M. M. Calomel. A cathartic. Spice. Clyster, with 30 drops of laudanum. Sitting over warm water. If chalybeates after evacuation? See Class I. 2. 3. 23. and I. 2. 1. 6.

19. Vesicæ felleæ inirritabilitas. The inirritability of the gall-bladder probably occasions one kind of icterus, or jaundice; which is owing to whatever obstructs the passage of bile into the duodenum. The jaundice of aged people, and which attends some fevers, is believed to be most frequently caused by an irritative palsy of the gall-bladder; on which account the bile is not pressed from the cyst by its contraction, as in a paralysis of the urinary bladder.

A thickening of the coats of the common bile-duct by inflammation or increased action of their vessels so as to prevent the passage of the bile into the intestine, in the same manner as the membrane, which lines the nostrils, becomes thickened in catarrh so as to prevent the passage of air through them, is probably another frequent cause of jaundice, especially of children; and generally ceases in about a fortnight, like a common catarrh, without the aid of medicine; which has given rise to the character, which charms have obtained in some countries for curing the jaundice of young people.

The spissitude of the bile is another cause of jaundice, as mentioned in Class I. 1. 3. 8. This also in children is a disease of little danger, as the gall-ducts are distensible, and will the easier admit of the exclusion of gall-stones; but becomes a more serious disease in proportion to the age of the patient, and his habits of life in respect to spirituous potation.

A fourth cause of jaundice is the compression of the bile-duct by the enlargement of an inflamed or schirrous liver; this attends those who have drank much spirituous liquor, and is generally succeeded by dropsy and death.

M. M. Repeated emetics.

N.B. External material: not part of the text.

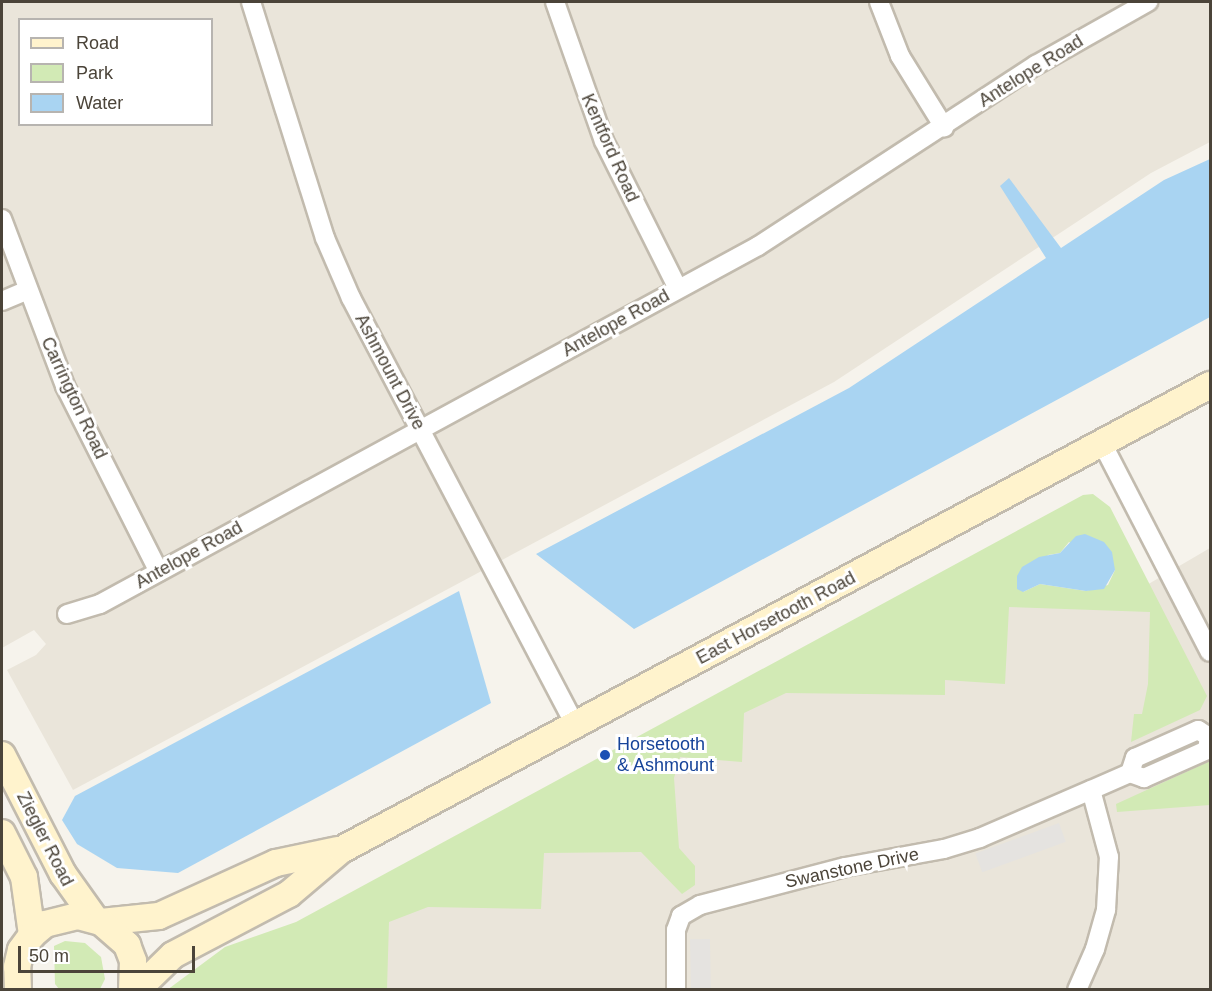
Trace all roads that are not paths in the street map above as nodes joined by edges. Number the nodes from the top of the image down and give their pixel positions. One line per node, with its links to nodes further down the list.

Mild cathartics. Warm bath. Electricity. Bitters. Then steel, which, when the pain and inflammation is removed by evacuations, acts like a charm in removing the remainder of the inflammation, and by promoting the absorption of the new vessels or fluids; like the application of any acrid eye-water at the end of ophthalmia; and thus the thickened coats of the bile-duct become reduced, or the enlargement of the liver lessened, and a free passage is again opened for the bile into the intestine. Ether with yolk of egg is recommended, as having a tendency to dissolve inspissated bile. And a decoction of madder is recommended for the same purpose; because the bile of animals, whose food was mixed with madder, was found always in a dilute state. Aerated alcaline water, or Seltzer's water. Raw cabbage, and other acrid vegetables, as water-cresses, mustard. Horses are said to be subject to inspissated bile, with yellow eyes, in the winter season, and to get well as soon as they feed on the spring grass.

The largest bile-stone I have seen was from a lady, who had parted with it some years before, and who had abstained above ten years from all kinds of vegetable diet to prevent, as she supposed, a colic of her stomach, which was probably a pain of the biliary duct; on resuming the use of some vegetable diet, she recovered a better state of health, and formed no new bilious concretions.

A strong aerated alcaline water is sold by J. Schweppe, No. 8, King's-street, Holborn. See Class I. 1. 3. 10.

20. Pelvis renalis inirritabilitas. Inirritability of the pelvis of the kidney. When the nucleus of a stone, whether it be inspissated mucus, or other matter, is formed in the extremity of any of the tubuli uriniferi, and being detached from thence falls into the pelvis of the kidney, it is liable to lodge there from the want of due irritability of the membrane; and in that situation increases by new appositions of indurated animal matter, in the same manner as the stone of the bladder. This is the general cause of hæmorrhage from the kidney; and of obtuse pain in it on exercise; or of acute pain, when the stone advances into the ureter. See Class I. 1. 3. 9.